En France, de nombreuses initiatives similaires ont vu le jour, notamment à Lille, où le réseau Transpole travaillait avec Bibliomobi pour proposer la lecture de nouvelles publiées par L’instant même, ou encore à Paris, où la RATP, avec SmartNovel, permet aux lecteurs d’accéder aux premiers chapitres d’un livre et de l’acheter s’ils sont conquis. La SNCF n’est pas en reste puisqu’elle s’est alliée à Story Lab Éditions et à Parallèles Éditions pour proposer ce service dans les TER en Lorraine puis en Languedoc-Roussillon.

 

Les initiatives, souvent lancées pour une durée limitée, ont toutes des arguments convaincants : la (re) découverte de grands classiques, la lecture de nouvelles dont la taille est adaptée au temps de trajet, un avant-goût des meilleures ventes du moment.

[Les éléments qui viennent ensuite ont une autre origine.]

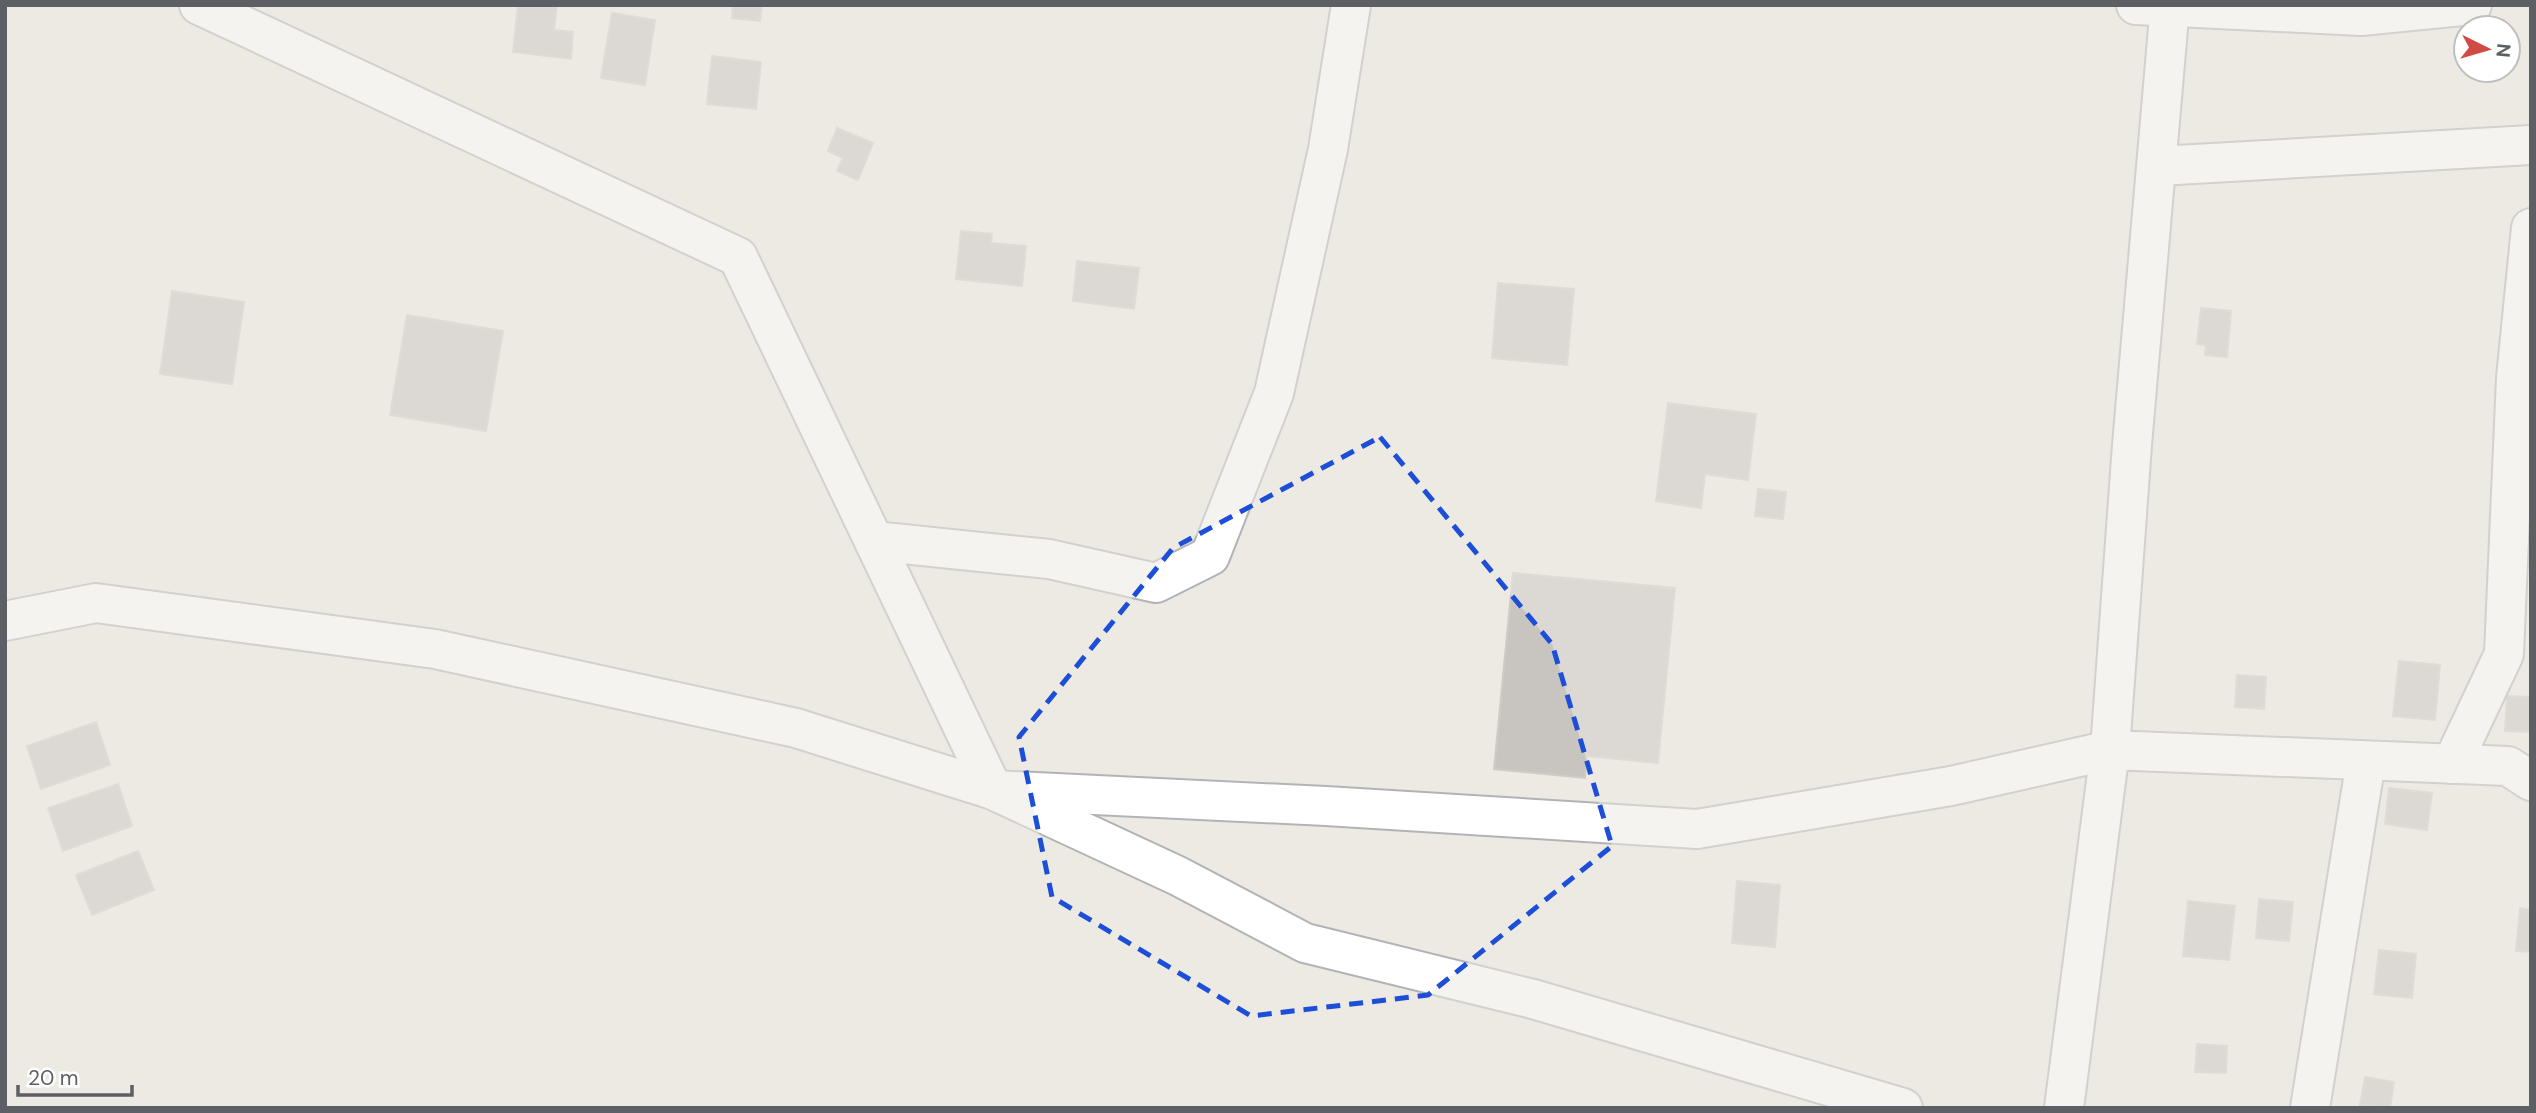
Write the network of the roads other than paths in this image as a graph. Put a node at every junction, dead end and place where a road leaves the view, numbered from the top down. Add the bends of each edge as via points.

Si les premiers essais fonctionnaient grâce à des QR codes disséminés dans les stations, la technologie a depuis évolué et ce sont aujourd’hui les applications qui dominent.

 

Du projet pilote à une offre pérenne globale… pertinente ?

 

Le succès de ces initiatives semble aujourd’hui se confirmer puisque des projets sur le long terme commencent à émerger. En effet, la SNCF a récemment créé SNCF e-livre, sa propre bibliothèque numérique, disponible via une application éponyme. Celle-ci propose 5000 classiques disponibles gratuitement et 100 000 titres plus récents consultables moyennant un abonnement mensuel de 9,99 €. Chaque mois, une sélection de titres est proposée.

 

L’abonnement proposé par la SNCF semble familier, et pour cause : il rejoint dans les grandes lignes les offres d’abonnement de lecture en illimité existantes, tant au niveau du concept qu’au niveau du modèle économique (ici aussi, les éditeurs sont rémunérés en fonction du nombre de pages lues) et vient donc se positionner comme concurrent direct d’acteurs proposant des offres d’abonnement similaires tels que Youboox, Youscribe ou encore le Kindle Unlimited d’Amazon. Dès lors, pourquoi choisir un abonnement avec la SNCF alors que d’autres proposent le même service avec plus de titres (Kindle Unlimited propose 700 000 ebooks) ?

 

À quand une offre similaire en Belgique ?

 

Un service du type pourrait-il voir le jour en Belgique ? Nous aurions tendance à répondre oui, à condition que cela réponde à de nouveaux besoins des lecteurs et qu’il ne s’agisse pas d’une offre similaire à tant d’autres, comme semble le proposer la SNCF. Librel, portail des libraires francophones indépendants, serait actuellement en phase de développement d’une « Reading Room » qui permettrait la lecture d’extraits d’ebooks dans des lieux publics (gares, aéroports). Cependant, en France comme en Belgique (et ailleurs), reste à convaincre les éditeurs encore réticents à l’idée de fournir les titres de leur catalogue.